The speech contest consisted of a representative from each tent who gave a 5 – 7 minute speech in English and answered questions from the jury. I think all the speeches were taken from the internet except for the boy’s tent which was only a 30 second speech. The topics were: Follow your Dreams, Education in Indonesia, The Importance of Adolescence and why Ramadan is important to Islam. When I asked the students – What is the title of your speech and why is it important? They had a difficult time answering. They would scan through the written speech and try to find the answer. My students are very good at reading written English but have a much more difficult time formulating their own ideas and getting the courage to speak in English.
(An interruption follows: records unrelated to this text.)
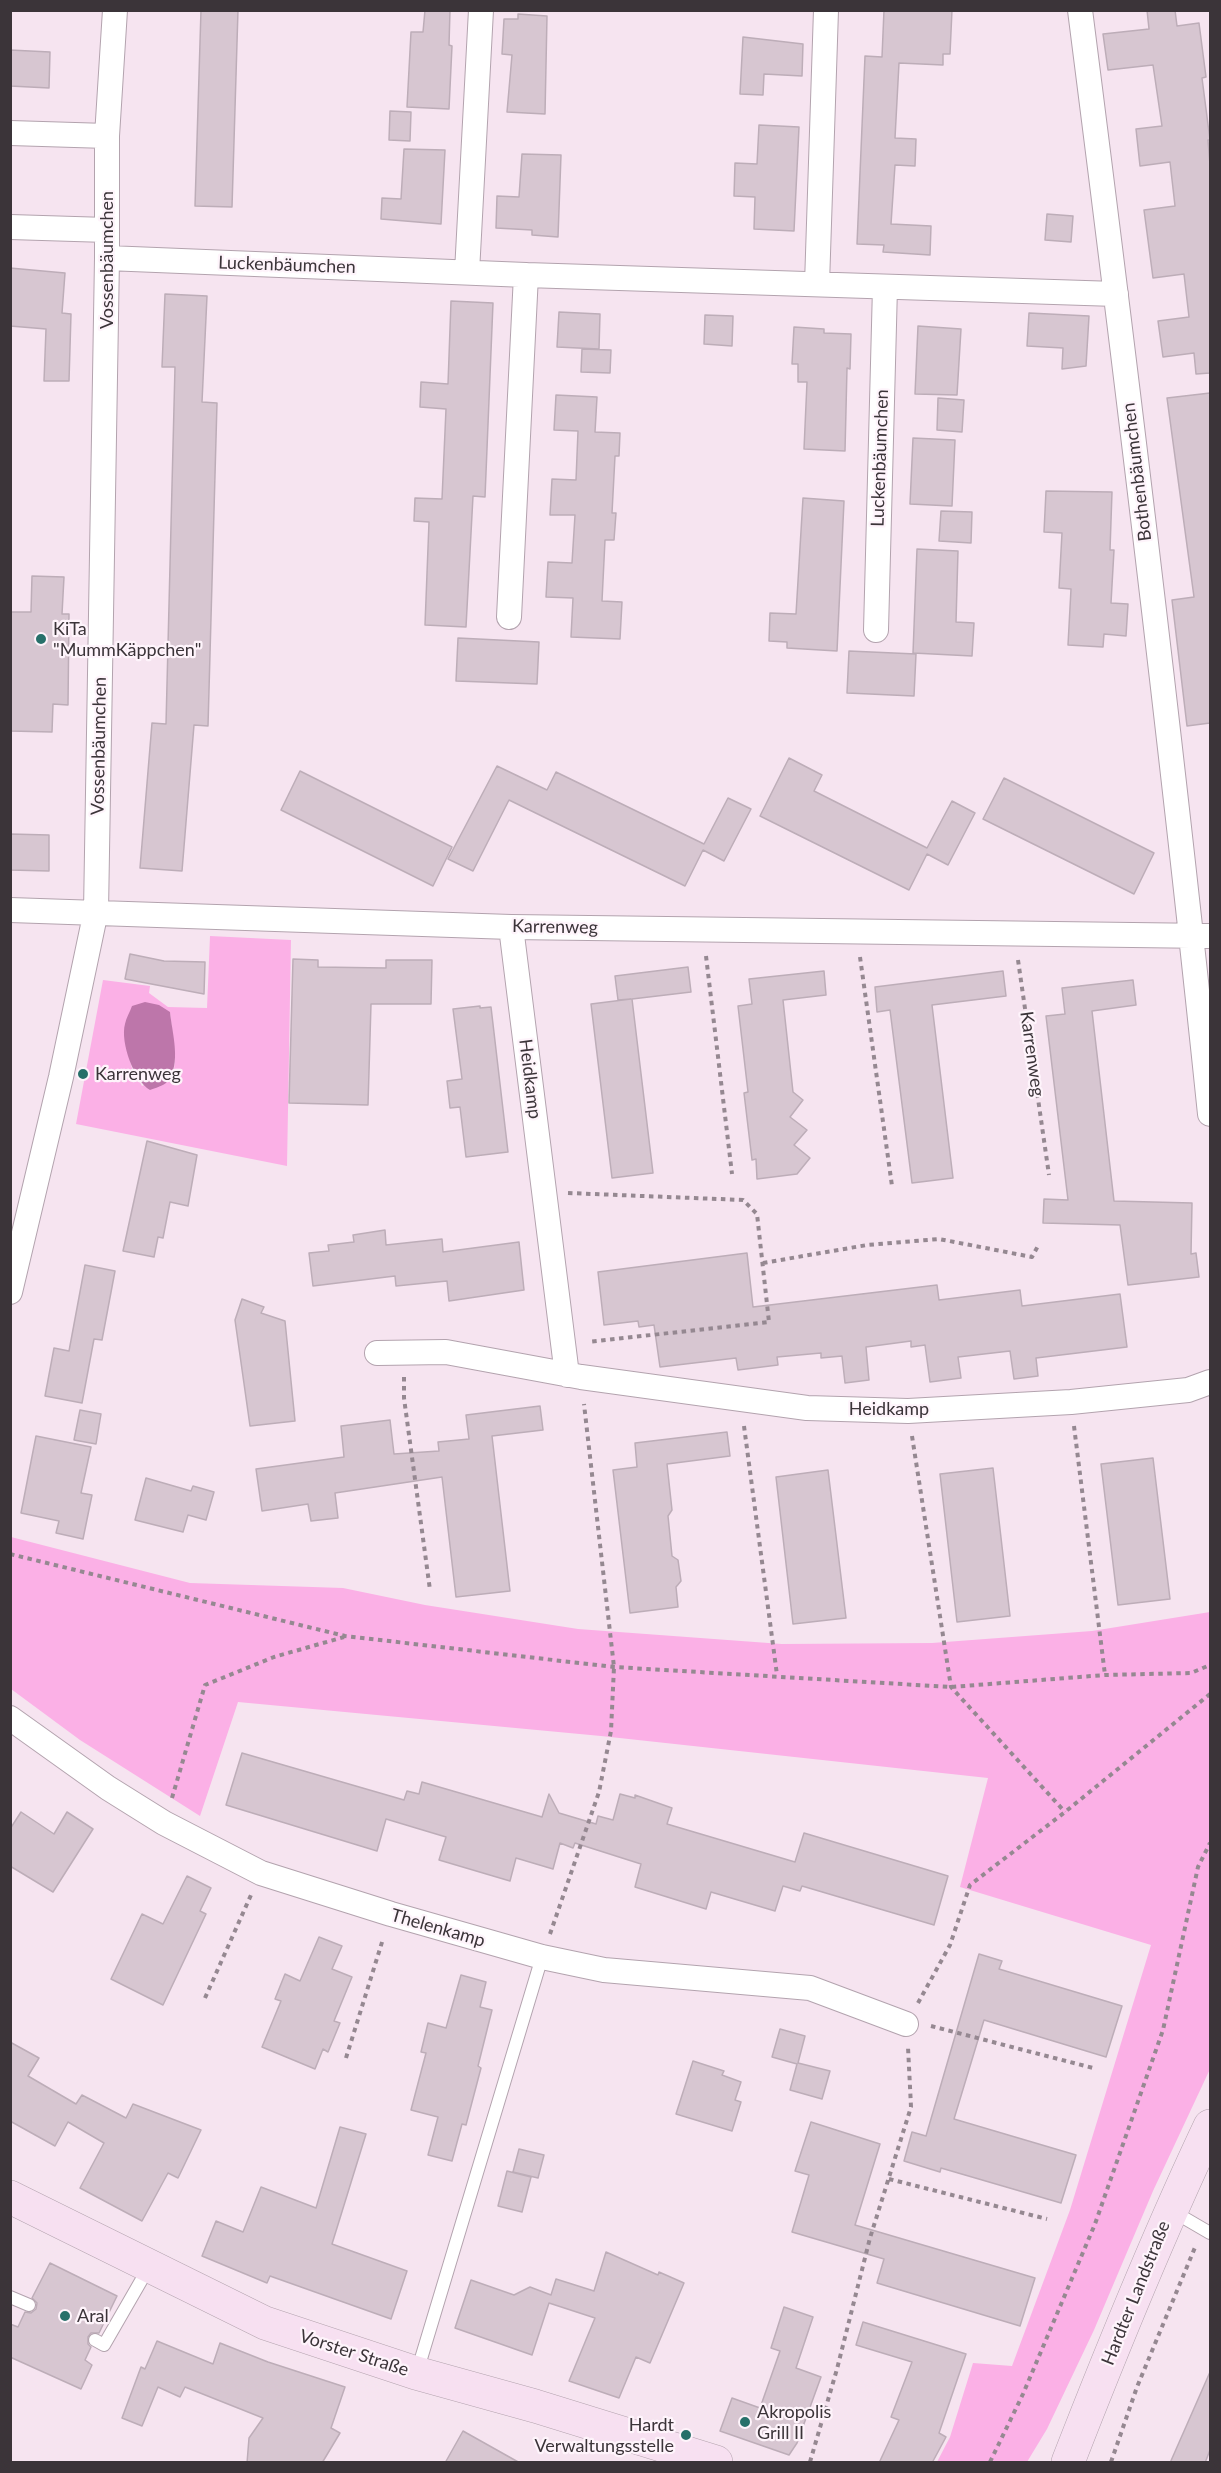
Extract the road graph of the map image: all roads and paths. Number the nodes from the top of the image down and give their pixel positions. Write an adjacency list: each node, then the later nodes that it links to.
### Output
1 (115, 10): 6 (street, Vossenbäumchen)
2 (481, 10): 10 (street)
3 (826, 10): 12 (street)
4 (1080, 10): 14 (street, Bothenbäumchen)
5 (10, 134): 6 (street)
6 (107, 136): 8 (street, Vossenbäumchen)
7 (10, 227): 8 (street)
8 (107, 230): 9 (street, Vossenbäumchen)
9 (107, 258): 10 (street, Luckenbäumchen); 18 (street, Vossenbäumchen)
10 (467, 272): 11 (street, Luckenbäumchen)
11 (526, 275): 12 (street, Luckenbäumchen); 15 (street)
12 (817, 284): 13 (street, Luckenbäumchen)
13 (885, 287): 14 (street, Luckenbäumchen); 16 (street, Luckenbäumchen)
14 (1116, 294): 23 (street, Bothenbäumchen)
15 (509, 617)
16 (876, 630)
17 (10, 910): 18 (street, Karrenweg)
18 (96, 911): 19 (street, Karrenweg); 31 (street, Vossenbäumchen)
19 (511, 927): 20 (street, Karrenweg); 28 (street, Heidkamp)
20 (703, 928): 21 (street, Karrenweg); 25 (path)
21 (859, 932): 22 (street, Karrenweg); 27 (path)
22 (1015, 932): 23 (street, Karrenweg); 26 (path, Karrenweg)
23 (1201, 935): 24 (street)
24 (1210, 1114)
25 (732, 1174)
26 (1049, 1175)
27 (892, 1186)
28 (544, 1192): 30 (path); 32 (street, Heidkamp)
29 (1039, 1244): 30 (path)
30 (763, 1263): 32 (path)
31 (10, 1292)
32 (563, 1345): 35 (street, Heidkamp)
33 (404, 1352): 34 (street, Heidkamp); 35 (street, Heidkamp); 41 (path)
34 (377, 1353)
35 (574, 1376): 37 (street, Heidkamp); 44 (path)
36 (1210, 1382): 38 (street, Heidkamp)
37 (741, 1398): 39 (street, Heidkamp); 45 (path)
38 (1071, 1402): 39 (street, Heidkamp); 46 (path)
39 (908, 1411): 47 (path)
40 (10, 1554): 42 (path)
41 (430, 1590)
42 (345, 1636): 44 (path); 51 (path)
43 (1210, 1665): 46 (path)
44 (614, 1667): 45 (path); 55 (path)
45 (777, 1675): 47 (path)
46 (1105, 1675): 47 (path)
47 (951, 1687): 50 (path)
48 (1210, 1694): 50 (path)
49 (10, 1718): 51 (street, Thelenkamp)
50 (1065, 1812): 57 (path)
51 (164, 1822): 53 (street, Thelenkamp)
52 (1210, 1843): 74 (path)
53 (261, 1873): 54 (street, Thelenkamp); 56 (path)
54 (391, 1914): 55 (street, Thelenkamp); 58 (path)
55 (542, 1957): 57 (street, Thelenkamp); 71 (lane)
56 (205, 1998)
57 (906, 2024): 59 (path); 61 (path)
58 (346, 2058)
59 (1093, 2068)
60 (1210, 2126): 64 (main road, Hardter Landstraße)
61 (889, 2179): 65 (path); 73 (path)
62 (11, 2197): 63 (lane); 67 (main road, Vorster Straße)
63 (10, 2204)
64 (1170, 2210): 66 (lane); 75 (main road, Hardter Landstraße)
65 (1047, 2219)
66 (1207, 2231): 76 (path)
67 (148, 2267): 70 (lane); 71 (main road, Vorster Straße)
68 (10, 2297): 69 (lane)
69 (29, 2305)
70 (95, 2340)
71 (416, 2373): 72 (main road, Vorster Straße)
72 (716, 2463)
73 (810, 2463)
74 (990, 2463)
75 (1068, 2463)
76 (1111, 2463)

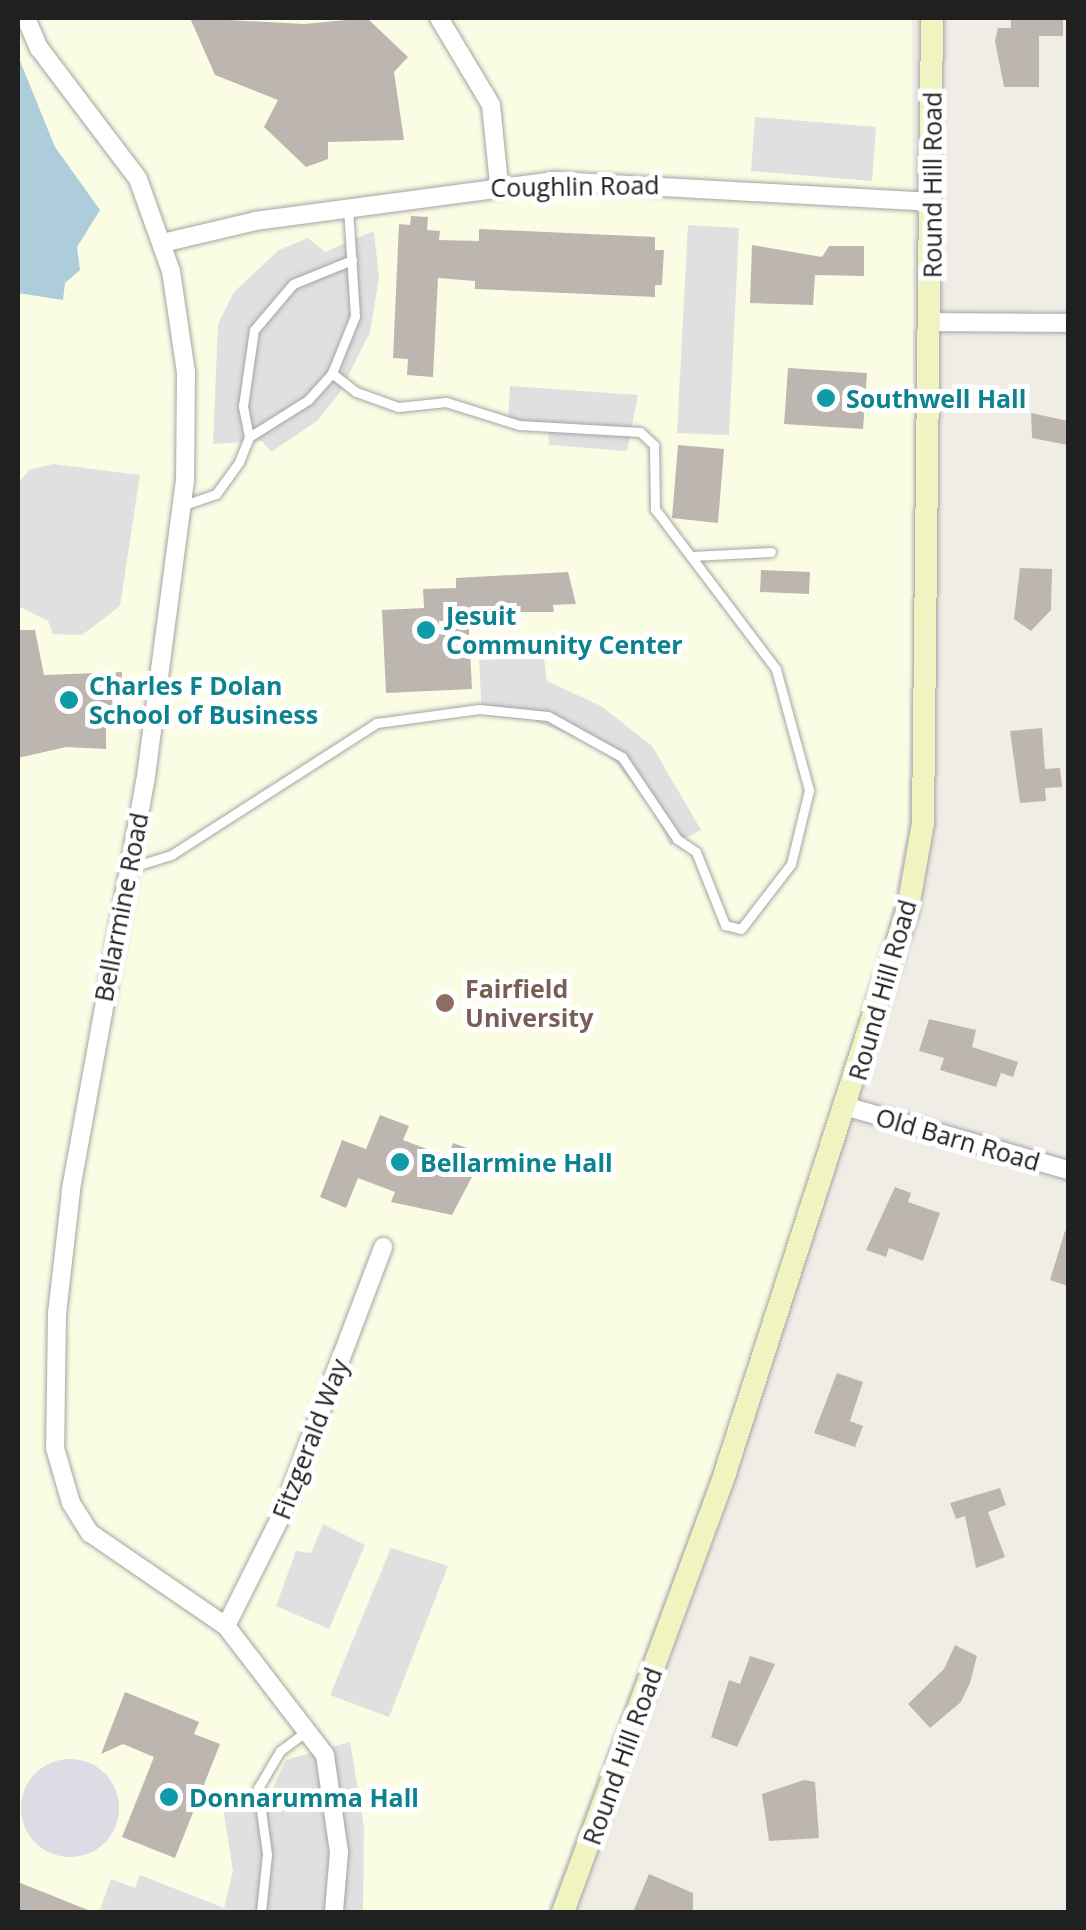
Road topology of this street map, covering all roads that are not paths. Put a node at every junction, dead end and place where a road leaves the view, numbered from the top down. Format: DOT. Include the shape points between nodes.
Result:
graph roads {
  1 [pos="26,18"];
  2 [pos="439,18"];
  3 [pos="932,18"];
  4 [pos="499,184"];
  5 [pos="932,202"];
  6 [pos="348,206"];
  7 [pos="163,243"];
  8 [pos="352,260"];
  9 [pos="931,322"];
  10 [pos="1068,323"];
  11 [pos="332,372"];
  12 [pos="248,437"];
  13 [pos="181,506"];
  14 [pos="770,552"];
  15 [pos="690,556"];
  16 [pos="129,868"];
  17 [pos="848,1107"];
  18 [pos="1068,1170"];
  19 [pos="383,1247"];
  20 [pos="226,1626"];
  21 [pos="309,1730"];
  22 [pos="260,1912"];
  23 [pos="334,1912"];
  24 [pos="563,1912"];
  1 -- 7 [label="street, Bellarmine Road" via="39,48 138,179"];
  2 -- 4 [label="street" via="491,105"];
  3 -- 5 [label="main road, Round Hill Road"];
  4 -- 5 [label="street, Coughlin Road" via="614,181"];
  4 -- 6 [label="street, Coughlin Road"];
  5 -- 9 [label="main road, Round Hill Road"];
  6 -- 7 [label="street, Coughlin Road"];
  6 -- 8 [label="lane"];
  7 -- 13 [label="street, Bellarmine Road" via="183,324"];
  8 -- 11 [label="lane" via="354,316"];
  8 -- 12 [label="lane" via="294,284 254,330 242,406"];
  9 -- 10 [label="street"];
  9 -- 17 [label="main road, Round Hill Road" via="923,824 888,987"];
  11 -- 12 [label="lane" via="308,400"];
  11 -- 15 [label="lane" via="356,392 398,407 446,402 519,424 640,432 654,445 655,509"];
  12 -- 13 [label="lane" via="230,479"];
  13 -- 16 [label="street, Bellarmine Road"];
  14 -- 15 [label="lane"];
  15 -- 16 [label="lane" via="776,669 809,790 792,864 741,929 725,925 696,852 676,839 622,757 577,727 525,710 377,723 171,856"];
  16 -- 20 [label="street, Bellarmine Road" via="71,1191 57,1313 55,1448 71,1504 90,1533"];
  17 -- 18 [label="street, Old Barn Road"];
  17 -- 24 [label="main road, Round Hill Road" via="725,1473"];
  19 -- 20 [label="street, Fitzgerald Way" via="281,1516"];
  20 -- 21 [label="street, Bellarmine Road"];
  21 -- 22 [label="lane" via="280,1751 258,1788 267,1854"];
  21 -- 23 [label="street, Bellarmine Road" via="325,1755 336,1806"];
}
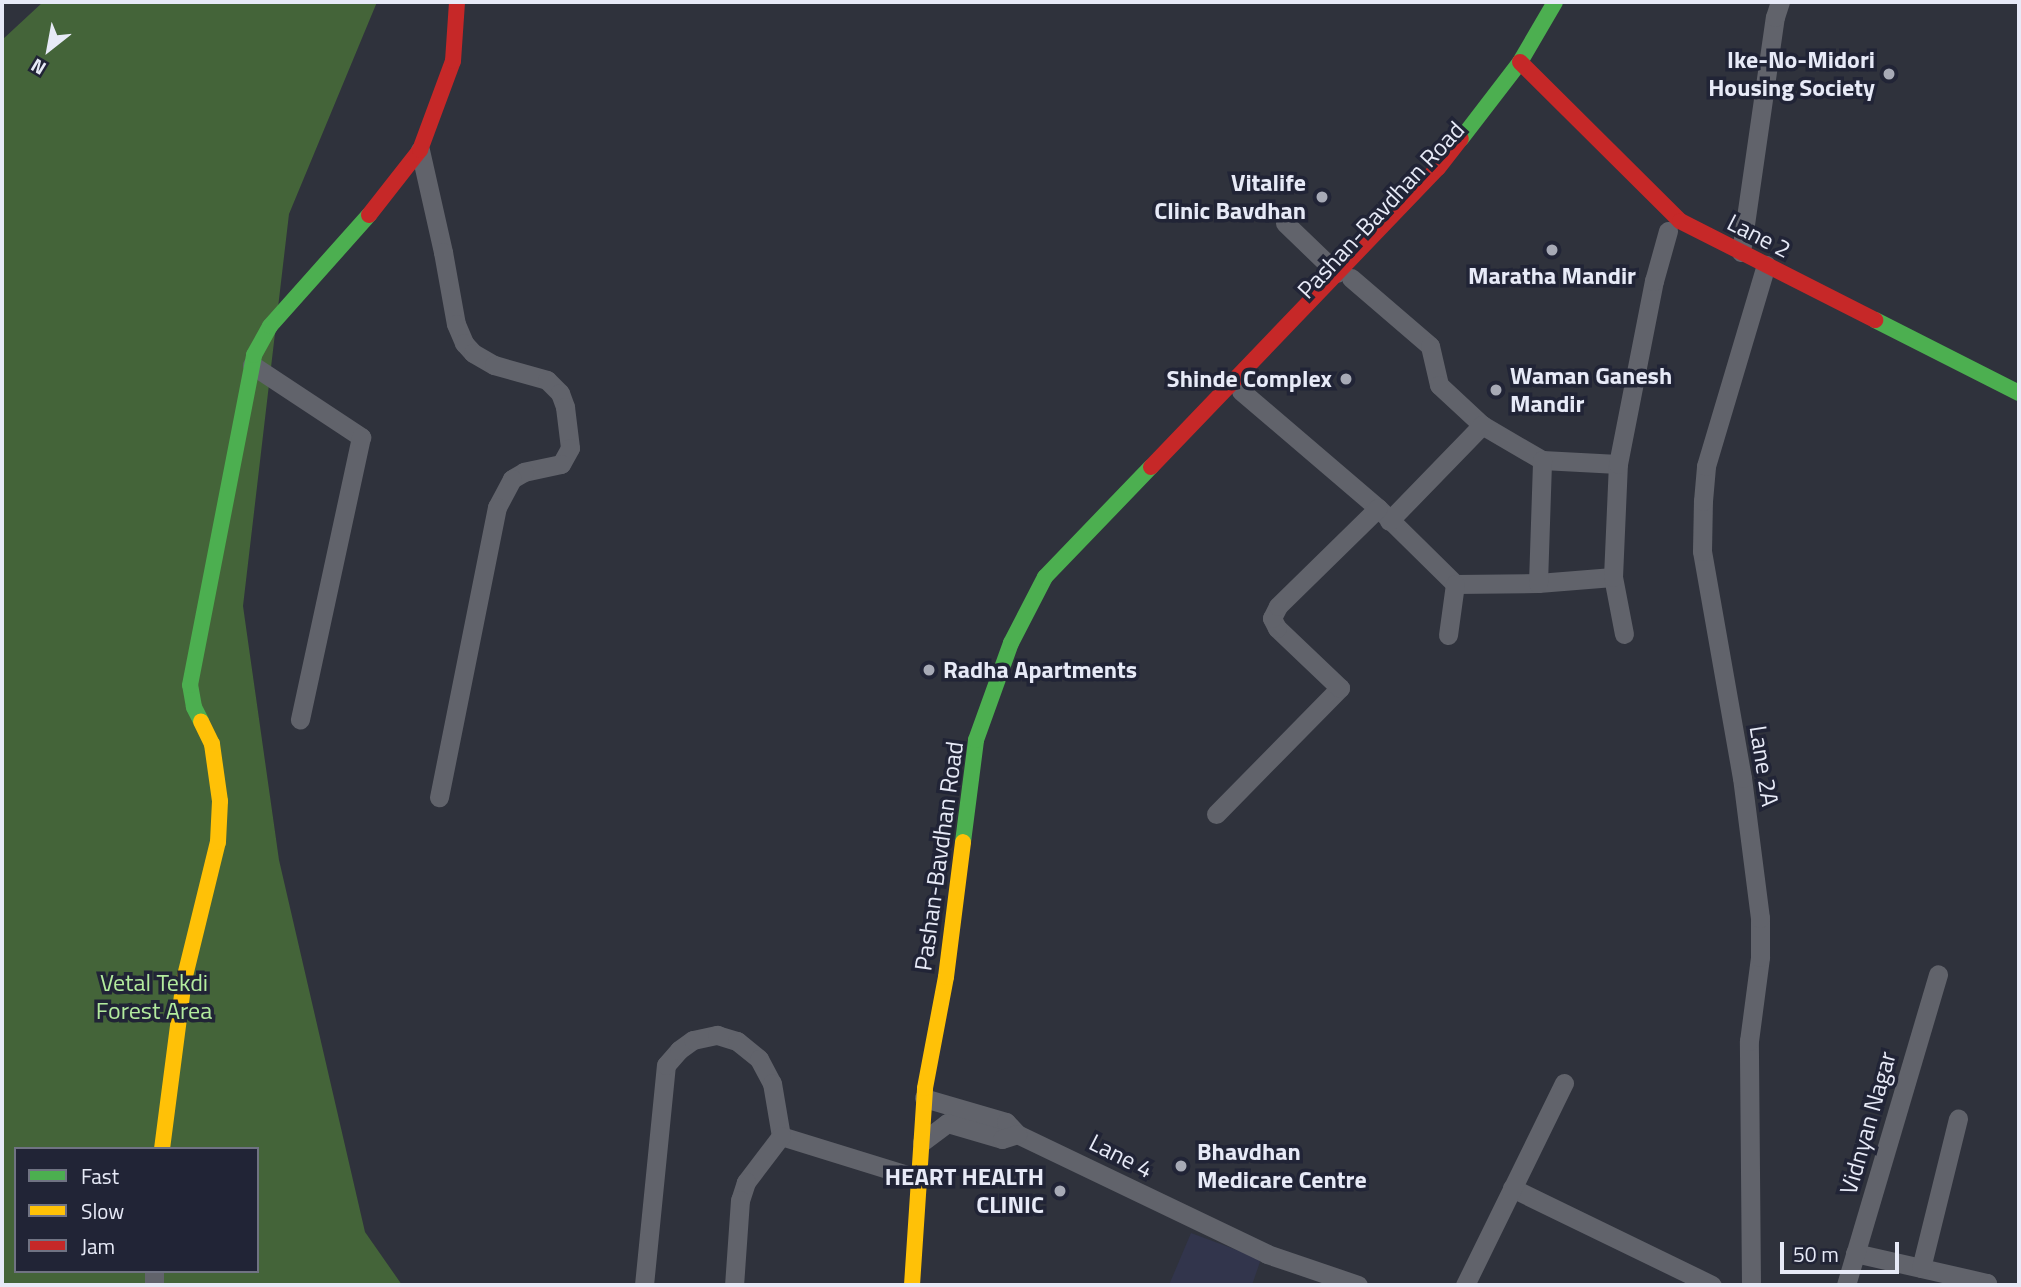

I was given a badge with a smiling star to show that I am part of the committee too! Or maybe the kids just thought I’d look good with a smiley star on my jilbab.
The movie was the first 30 minutes of “Barbie and the Three Musketeers.” The students enjoyed it and asked to watch it again so that they could come up with a good ending.
The Neighborhood Exploration was a blast. For 3 hours the kids followed a route through the back streets and rice fields near my town and found their way to various “posts” where they had to do charades in English, or compose an English poem, or answer riddles or complete other quizzes.
The campfire was 5 feet tall complete with a ball of rags soaked in kerosene and put on a string so that at the significant moment it could be cut loose (from 15 feet away) and dropped onto the candle in the middle of the bonfire which caused a huge flare up. Disclaimer: this is my own personal observation: Indonesian kids and adults are pyromaniacs. They loved the sparks glowing 50 feet up in the air. And they kept adding more little baggies of kerosene to make the fire more dramatic. I think it was test of my patience related to all years that I worked with the fire fighters in the National Forests in America. I know it’s different here. Everything is so wet, it’s probably impossible to start a forest fire.
The students also stopped all the activities to pray 5 times a day. And they all took a bucket bath (mandi) twice a day so that they wound up changing clothes many times.
For the final closing ceremony they were dressed in their school uniforms, all standing in rows and saluting and listening to the closing speeches – so polite. In America they would be impatient to hear the results of all the competitions and receive their prizes.
What amazed me the most was that all the activities were directed by the students on the committee. Teachers were judges, but the MC and all the organization was done by the students themselves. This year’s participants will be expected to put on the program for next years students.